Work to be completed:
Produce the same data once more, line for line.

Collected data

BEGIN

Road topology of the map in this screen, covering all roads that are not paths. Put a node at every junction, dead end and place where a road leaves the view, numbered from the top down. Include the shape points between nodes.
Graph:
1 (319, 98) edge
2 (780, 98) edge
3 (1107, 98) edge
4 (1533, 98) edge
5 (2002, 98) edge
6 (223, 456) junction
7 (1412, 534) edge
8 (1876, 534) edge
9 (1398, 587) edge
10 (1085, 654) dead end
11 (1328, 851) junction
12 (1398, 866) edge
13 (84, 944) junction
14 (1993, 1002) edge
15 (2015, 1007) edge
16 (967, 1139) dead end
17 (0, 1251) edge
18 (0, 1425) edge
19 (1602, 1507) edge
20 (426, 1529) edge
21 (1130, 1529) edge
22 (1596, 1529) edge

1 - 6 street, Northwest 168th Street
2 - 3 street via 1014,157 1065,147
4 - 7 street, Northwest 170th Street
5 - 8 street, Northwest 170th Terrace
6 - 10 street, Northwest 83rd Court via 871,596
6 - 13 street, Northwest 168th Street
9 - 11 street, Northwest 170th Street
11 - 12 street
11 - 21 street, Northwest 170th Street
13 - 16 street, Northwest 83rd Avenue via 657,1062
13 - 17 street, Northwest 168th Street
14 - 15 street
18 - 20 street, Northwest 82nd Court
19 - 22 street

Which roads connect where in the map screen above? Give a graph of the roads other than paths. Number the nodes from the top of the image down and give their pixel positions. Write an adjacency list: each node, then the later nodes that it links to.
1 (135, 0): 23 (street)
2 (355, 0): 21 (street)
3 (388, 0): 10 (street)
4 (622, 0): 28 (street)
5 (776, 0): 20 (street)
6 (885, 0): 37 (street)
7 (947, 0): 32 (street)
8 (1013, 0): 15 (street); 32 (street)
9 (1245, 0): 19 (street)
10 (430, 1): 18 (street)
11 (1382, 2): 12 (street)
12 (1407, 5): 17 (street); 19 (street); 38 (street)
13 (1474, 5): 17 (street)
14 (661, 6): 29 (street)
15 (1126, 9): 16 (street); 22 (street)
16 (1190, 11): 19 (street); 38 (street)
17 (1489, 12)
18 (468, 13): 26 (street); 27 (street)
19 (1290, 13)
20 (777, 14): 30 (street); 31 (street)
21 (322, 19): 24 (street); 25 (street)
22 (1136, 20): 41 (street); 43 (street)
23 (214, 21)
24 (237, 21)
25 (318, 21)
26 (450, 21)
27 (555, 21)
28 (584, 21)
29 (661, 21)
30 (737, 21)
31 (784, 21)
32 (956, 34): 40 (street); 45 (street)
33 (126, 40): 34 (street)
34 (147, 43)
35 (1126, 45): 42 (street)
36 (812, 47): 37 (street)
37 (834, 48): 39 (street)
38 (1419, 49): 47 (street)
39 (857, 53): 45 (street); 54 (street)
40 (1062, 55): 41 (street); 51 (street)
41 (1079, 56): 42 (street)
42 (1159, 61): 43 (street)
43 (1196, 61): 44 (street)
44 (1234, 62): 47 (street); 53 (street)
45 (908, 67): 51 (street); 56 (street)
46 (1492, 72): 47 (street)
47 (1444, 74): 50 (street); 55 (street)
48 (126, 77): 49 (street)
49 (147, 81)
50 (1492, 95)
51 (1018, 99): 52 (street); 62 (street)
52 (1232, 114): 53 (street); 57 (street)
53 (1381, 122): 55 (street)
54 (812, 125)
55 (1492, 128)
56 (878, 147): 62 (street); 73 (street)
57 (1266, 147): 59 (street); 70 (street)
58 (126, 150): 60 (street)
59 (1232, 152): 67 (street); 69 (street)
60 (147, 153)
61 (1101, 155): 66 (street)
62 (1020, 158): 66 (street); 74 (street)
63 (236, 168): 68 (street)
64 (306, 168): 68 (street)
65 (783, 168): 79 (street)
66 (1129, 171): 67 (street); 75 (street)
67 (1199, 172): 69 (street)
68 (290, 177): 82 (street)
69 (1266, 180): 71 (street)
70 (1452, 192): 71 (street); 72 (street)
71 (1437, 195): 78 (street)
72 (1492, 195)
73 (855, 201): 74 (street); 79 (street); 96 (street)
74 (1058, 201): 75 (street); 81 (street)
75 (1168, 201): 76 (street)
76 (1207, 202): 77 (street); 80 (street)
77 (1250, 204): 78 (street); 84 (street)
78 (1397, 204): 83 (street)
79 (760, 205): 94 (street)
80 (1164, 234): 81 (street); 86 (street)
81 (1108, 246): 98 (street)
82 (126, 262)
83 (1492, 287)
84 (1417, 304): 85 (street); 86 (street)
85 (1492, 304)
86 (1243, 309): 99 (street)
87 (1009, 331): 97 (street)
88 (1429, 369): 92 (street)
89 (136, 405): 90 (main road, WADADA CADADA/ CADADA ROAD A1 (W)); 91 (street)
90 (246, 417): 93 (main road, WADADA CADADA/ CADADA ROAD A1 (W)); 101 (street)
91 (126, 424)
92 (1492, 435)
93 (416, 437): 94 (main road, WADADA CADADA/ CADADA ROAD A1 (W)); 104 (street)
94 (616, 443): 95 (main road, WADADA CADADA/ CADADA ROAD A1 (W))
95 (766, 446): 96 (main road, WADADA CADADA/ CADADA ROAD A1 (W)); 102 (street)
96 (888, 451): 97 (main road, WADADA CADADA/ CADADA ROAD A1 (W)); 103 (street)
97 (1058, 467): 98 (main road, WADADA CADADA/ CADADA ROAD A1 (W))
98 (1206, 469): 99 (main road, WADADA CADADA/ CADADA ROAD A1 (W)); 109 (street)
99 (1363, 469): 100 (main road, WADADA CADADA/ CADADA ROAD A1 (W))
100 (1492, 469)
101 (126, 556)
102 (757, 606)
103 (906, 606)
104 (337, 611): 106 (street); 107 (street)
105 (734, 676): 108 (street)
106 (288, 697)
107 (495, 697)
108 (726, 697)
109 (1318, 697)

END

Task answer:
Road topology of the map in this screen, covering all roads that are not paths. Put a node at every junction, dead end and place where a road leaves the view, numbered from the top down. Include the shape points between nodes.
Graph:
1 (319, 98) edge
2 (780, 98) edge
3 (1107, 98) edge
4 (1533, 98) edge
5 (2002, 98) edge
6 (223, 456) junction
7 (1412, 534) edge
8 (1876, 534) edge
9 (1398, 587) edge
10 (1085, 654) dead end
11 (1328, 851) junction
12 (1398, 866) edge
13 (84, 944) junction
14 (1993, 1002) edge
15 (2015, 1007) edge
16 (967, 1139) dead end
17 (0, 1251) edge
18 (0, 1425) edge
19 (1602, 1507) edge
20 (426, 1529) edge
21 (1130, 1529) edge
22 (1596, 1529) edge

1 - 6 street, Northwest 168th Street
2 - 3 street via 1014,157 1065,147
4 - 7 street, Northwest 170th Street
5 - 8 street, Northwest 170th Terrace
6 - 10 street, Northwest 83rd Court via 871,596
6 - 13 street, Northwest 168th Street
9 - 11 street, Northwest 170th Street
11 - 12 street
11 - 21 street, Northwest 170th Street
13 - 16 street, Northwest 83rd Avenue via 657,1062
13 - 17 street, Northwest 168th Street
14 - 15 street
18 - 20 street, Northwest 82nd Court
19 - 22 street

Which roads connect where in the map screen above? Give a graph of the roads other than paths. Number the nodes from the top of the image down and give their pixel positions. Write an adjacency list: each node, then the later nodes that it links to.
1 (135, 0): 23 (street)
2 (355, 0): 21 (street)
3 (388, 0): 10 (street)
4 (622, 0): 28 (street)
5 (776, 0): 20 (street)
6 (885, 0): 37 (street)
7 (947, 0): 32 (street)
8 (1013, 0): 15 (street); 32 (street)
9 (1245, 0): 19 (street)
10 (430, 1): 18 (street)
11 (1382, 2): 12 (street)
12 (1407, 5): 17 (street); 19 (street); 38 (street)
13 (1474, 5): 17 (street)
14 (661, 6): 29 (street)
15 (1126, 9): 16 (street); 22 (street)
16 (1190, 11): 19 (street); 38 (street)
17 (1489, 12)
18 (468, 13): 26 (street); 27 (street)
19 (1290, 13)
20 (777, 14): 30 (street); 31 (street)
21 (322, 19): 24 (street); 25 (street)
22 (1136, 20): 41 (street); 43 (street)
23 (214, 21)
24 (237, 21)
25 (318, 21)
26 (450, 21)
27 (555, 21)
28 (584, 21)
29 (661, 21)
30 (737, 21)
31 (784, 21)
32 (956, 34): 40 (street); 45 (street)
33 (126, 40): 34 (street)
34 (147, 43)
35 (1126, 45): 42 (street)
36 (812, 47): 37 (street)
37 (834, 48): 39 (street)
38 (1419, 49): 47 (street)
39 (857, 53): 45 (street); 54 (street)
40 (1062, 55): 41 (street); 51 (street)
41 (1079, 56): 42 (street)
42 (1159, 61): 43 (street)
43 (1196, 61): 44 (street)
44 (1234, 62): 47 (street); 53 (street)
45 (908, 67): 51 (street); 56 (street)
46 (1492, 72): 47 (street)
47 (1444, 74): 50 (street); 55 (street)
48 (126, 77): 49 (street)
49 (147, 81)
50 (1492, 95)
51 (1018, 99): 52 (street); 62 (street)
52 (1232, 114): 53 (street); 57 (street)
53 (1381, 122): 55 (street)
54 (812, 125)
55 (1492, 128)
56 (878, 147): 62 (street); 73 (street)
57 (1266, 147): 59 (street); 70 (street)
58 (126, 150): 60 (street)
59 (1232, 152): 67 (street); 69 (street)
60 (147, 153)
61 (1101, 155): 66 (street)
62 (1020, 158): 66 (street); 74 (street)
63 (236, 168): 68 (street)
64 (306, 168): 68 (street)
65 (783, 168): 79 (street)
66 (1129, 171): 67 (street); 75 (street)
67 (1199, 172): 69 (street)
68 (290, 177): 82 (street)
69 (1266, 180): 71 (street)
70 (1452, 192): 71 (street); 72 (street)
71 (1437, 195): 78 (street)
72 (1492, 195)
73 (855, 201): 74 (street); 79 (street); 96 (street)
74 (1058, 201): 75 (street); 81 (street)
75 (1168, 201): 76 (street)
76 (1207, 202): 77 (street); 80 (street)
77 (1250, 204): 78 (street); 84 (street)
78 (1397, 204): 83 (street)
79 (760, 205): 94 (street)
80 (1164, 234): 81 (street); 86 (street)
81 (1108, 246): 98 (street)
82 (126, 262)
83 (1492, 287)
84 (1417, 304): 85 (street); 86 (street)
85 (1492, 304)
86 (1243, 309): 99 (street)
87 (1009, 331): 97 (street)
88 (1429, 369): 92 (street)
89 (136, 405): 90 (main road, WADADA CADADA/ CADADA ROAD A1 (W)); 91 (street)
90 (246, 417): 93 (main road, WADADA CADADA/ CADADA ROAD A1 (W)); 101 (street)
91 (126, 424)
92 (1492, 435)
93 (416, 437): 94 (main road, WADADA CADADA/ CADADA ROAD A1 (W)); 104 (street)
94 (616, 443): 95 (main road, WADADA CADADA/ CADADA ROAD A1 (W))
95 (766, 446): 96 (main road, WADADA CADADA/ CADADA ROAD A1 (W)); 102 (street)
96 (888, 451): 97 (main road, WADADA CADADA/ CADADA ROAD A1 (W)); 103 (street)
97 (1058, 467): 98 (main road, WADADA CADADA/ CADADA ROAD A1 (W))
98 (1206, 469): 99 (main road, WADADA CADADA/ CADADA ROAD A1 (W)); 109 (street)
99 (1363, 469): 100 (main road, WADADA CADADA/ CADADA ROAD A1 (W))
100 (1492, 469)
101 (126, 556)
102 (757, 606)
103 (906, 606)
104 (337, 611): 106 (street); 107 (street)
105 (734, 676): 108 (street)
106 (288, 697)
107 (495, 697)
108 (726, 697)
109 (1318, 697)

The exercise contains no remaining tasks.